[Stored items]
○ ○ ○

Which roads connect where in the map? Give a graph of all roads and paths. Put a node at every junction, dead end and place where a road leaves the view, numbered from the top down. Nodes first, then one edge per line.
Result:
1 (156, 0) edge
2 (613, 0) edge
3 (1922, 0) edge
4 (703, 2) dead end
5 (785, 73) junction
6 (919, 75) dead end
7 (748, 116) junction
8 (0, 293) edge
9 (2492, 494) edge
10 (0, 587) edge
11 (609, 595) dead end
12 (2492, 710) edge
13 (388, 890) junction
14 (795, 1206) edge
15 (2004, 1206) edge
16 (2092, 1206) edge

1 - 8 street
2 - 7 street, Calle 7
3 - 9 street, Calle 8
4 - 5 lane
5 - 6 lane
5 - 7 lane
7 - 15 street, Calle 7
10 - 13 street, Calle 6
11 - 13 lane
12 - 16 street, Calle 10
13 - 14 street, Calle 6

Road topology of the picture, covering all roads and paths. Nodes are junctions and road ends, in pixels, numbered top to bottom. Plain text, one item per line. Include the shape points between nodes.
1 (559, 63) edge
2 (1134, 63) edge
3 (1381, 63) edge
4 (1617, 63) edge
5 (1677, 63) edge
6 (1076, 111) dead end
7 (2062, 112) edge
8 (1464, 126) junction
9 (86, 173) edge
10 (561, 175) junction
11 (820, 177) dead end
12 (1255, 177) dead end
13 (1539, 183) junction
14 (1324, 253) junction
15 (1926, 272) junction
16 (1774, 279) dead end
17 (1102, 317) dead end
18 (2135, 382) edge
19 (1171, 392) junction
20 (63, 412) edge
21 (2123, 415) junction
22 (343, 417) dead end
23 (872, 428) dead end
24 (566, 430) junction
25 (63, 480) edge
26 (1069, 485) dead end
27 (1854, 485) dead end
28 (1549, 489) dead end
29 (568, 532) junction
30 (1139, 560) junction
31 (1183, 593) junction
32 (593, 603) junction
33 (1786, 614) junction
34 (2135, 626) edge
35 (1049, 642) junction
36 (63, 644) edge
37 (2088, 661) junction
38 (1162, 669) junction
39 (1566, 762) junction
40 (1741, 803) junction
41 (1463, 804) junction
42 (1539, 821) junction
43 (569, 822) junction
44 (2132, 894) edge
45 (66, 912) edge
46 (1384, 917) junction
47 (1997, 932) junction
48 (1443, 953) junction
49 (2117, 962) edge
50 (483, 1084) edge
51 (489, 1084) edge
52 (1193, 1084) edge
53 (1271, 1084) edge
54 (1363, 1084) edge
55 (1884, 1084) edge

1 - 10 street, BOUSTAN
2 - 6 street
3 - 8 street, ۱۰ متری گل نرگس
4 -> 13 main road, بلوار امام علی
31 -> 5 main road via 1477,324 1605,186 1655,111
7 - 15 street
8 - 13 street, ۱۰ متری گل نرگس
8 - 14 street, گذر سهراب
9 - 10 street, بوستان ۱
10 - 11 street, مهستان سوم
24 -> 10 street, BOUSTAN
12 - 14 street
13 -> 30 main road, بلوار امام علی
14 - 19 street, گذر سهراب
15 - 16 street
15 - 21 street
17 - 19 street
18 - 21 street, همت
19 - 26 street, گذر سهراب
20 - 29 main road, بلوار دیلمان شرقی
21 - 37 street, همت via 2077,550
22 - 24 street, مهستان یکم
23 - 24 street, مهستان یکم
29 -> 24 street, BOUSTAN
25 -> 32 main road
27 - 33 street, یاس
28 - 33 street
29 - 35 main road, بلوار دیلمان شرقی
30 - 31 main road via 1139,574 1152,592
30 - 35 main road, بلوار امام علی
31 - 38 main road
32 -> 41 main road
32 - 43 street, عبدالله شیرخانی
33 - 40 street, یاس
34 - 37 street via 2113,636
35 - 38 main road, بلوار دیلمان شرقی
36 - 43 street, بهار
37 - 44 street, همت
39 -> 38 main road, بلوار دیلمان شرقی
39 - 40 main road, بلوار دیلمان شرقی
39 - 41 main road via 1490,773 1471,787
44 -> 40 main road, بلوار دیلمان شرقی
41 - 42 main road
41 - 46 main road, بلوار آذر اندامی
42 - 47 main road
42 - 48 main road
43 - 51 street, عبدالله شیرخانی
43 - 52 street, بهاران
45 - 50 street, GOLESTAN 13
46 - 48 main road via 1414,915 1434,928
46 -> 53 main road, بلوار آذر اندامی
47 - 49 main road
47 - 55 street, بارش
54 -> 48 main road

○ ○ ○

*Task objective*
Could you copy every record above exactly as it stands?

*Exercise solution*
Which roads connect where in the map? Give a graph of all roads and paths. Put a node at every junction, dead end and place where a road leaves the view, numbered from the top down. Nodes first, then one edge per line.
Result:
1 (156, 0) edge
2 (613, 0) edge
3 (1922, 0) edge
4 (703, 2) dead end
5 (785, 73) junction
6 (919, 75) dead end
7 (748, 116) junction
8 (0, 293) edge
9 (2492, 494) edge
10 (0, 587) edge
11 (609, 595) dead end
12 (2492, 710) edge
13 (388, 890) junction
14 (795, 1206) edge
15 (2004, 1206) edge
16 (2092, 1206) edge

1 - 8 street
2 - 7 street, Calle 7
3 - 9 street, Calle 8
4 - 5 lane
5 - 6 lane
5 - 7 lane
7 - 15 street, Calle 7
10 - 13 street, Calle 6
11 - 13 lane
12 - 16 street, Calle 10
13 - 14 street, Calle 6

Road topology of the picture, covering all roads and paths. Nodes are junctions and road ends, in pixels, numbered top to bottom. Plain text, one item per line. Include the shape points between nodes.
1 (559, 63) edge
2 (1134, 63) edge
3 (1381, 63) edge
4 (1617, 63) edge
5 (1677, 63) edge
6 (1076, 111) dead end
7 (2062, 112) edge
8 (1464, 126) junction
9 (86, 173) edge
10 (561, 175) junction
11 (820, 177) dead end
12 (1255, 177) dead end
13 (1539, 183) junction
14 (1324, 253) junction
15 (1926, 272) junction
16 (1774, 279) dead end
17 (1102, 317) dead end
18 (2135, 382) edge
19 (1171, 392) junction
20 (63, 412) edge
21 (2123, 415) junction
22 (343, 417) dead end
23 (872, 428) dead end
24 (566, 430) junction
25 (63, 480) edge
26 (1069, 485) dead end
27 (1854, 485) dead end
28 (1549, 489) dead end
29 (568, 532) junction
30 (1139, 560) junction
31 (1183, 593) junction
32 (593, 603) junction
33 (1786, 614) junction
34 (2135, 626) edge
35 (1049, 642) junction
36 (63, 644) edge
37 (2088, 661) junction
38 (1162, 669) junction
39 (1566, 762) junction
40 (1741, 803) junction
41 (1463, 804) junction
42 (1539, 821) junction
43 (569, 822) junction
44 (2132, 894) edge
45 (66, 912) edge
46 (1384, 917) junction
47 (1997, 932) junction
48 (1443, 953) junction
49 (2117, 962) edge
50 (483, 1084) edge
51 (489, 1084) edge
52 (1193, 1084) edge
53 (1271, 1084) edge
54 (1363, 1084) edge
55 (1884, 1084) edge

1 - 10 street, BOUSTAN
2 - 6 street
3 - 8 street, ۱۰ متری گل نرگس
4 -> 13 main road, بلوار امام علی
31 -> 5 main road via 1477,324 1605,186 1655,111
7 - 15 street
8 - 13 street, ۱۰ متری گل نرگس
8 - 14 street, گذر سهراب
9 - 10 street, بوستان ۱
10 - 11 street, مهستان سوم
24 -> 10 street, BOUSTAN
12 - 14 street
13 -> 30 main road, بلوار امام علی
14 - 19 street, گذر سهراب
15 - 16 street
15 - 21 street
17 - 19 street
18 - 21 street, همت
19 - 26 street, گذر سهراب
20 - 29 main road, بلوار دیلمان شرقی
21 - 37 street, همت via 2077,550
22 - 24 street, مهستان یکم
23 - 24 street, مهستان یکم
29 -> 24 street, BOUSTAN
25 -> 32 main road
27 - 33 street, یاس
28 - 33 street
29 - 35 main road, بلوار دیلمان شرقی
30 - 31 main road via 1139,574 1152,592
30 - 35 main road, بلوار امام علی
31 - 38 main road
32 -> 41 main road
32 - 43 street, عبدالله شیرخانی
33 - 40 street, یاس
34 - 37 street via 2113,636
35 - 38 main road, بلوار دیلمان شرقی
36 - 43 street, بهار
37 - 44 street, همت
39 -> 38 main road, بلوار دیلمان شرقی
39 - 40 main road, بلوار دیلمان شرقی
39 - 41 main road via 1490,773 1471,787
44 -> 40 main road, بلوار دیلمان شرقی
41 - 42 main road
41 - 46 main road, بلوار آذر اندامی
42 - 47 main road
42 - 48 main road
43 - 51 street, عبدالله شیرخانی
43 - 52 street, بهاران
45 - 50 street, GOLESTAN 13
46 - 48 main road via 1414,915 1434,928
46 -> 53 main road, بلوار آذر اندامی
47 - 49 main road
47 - 55 street, بارش
54 -> 48 main road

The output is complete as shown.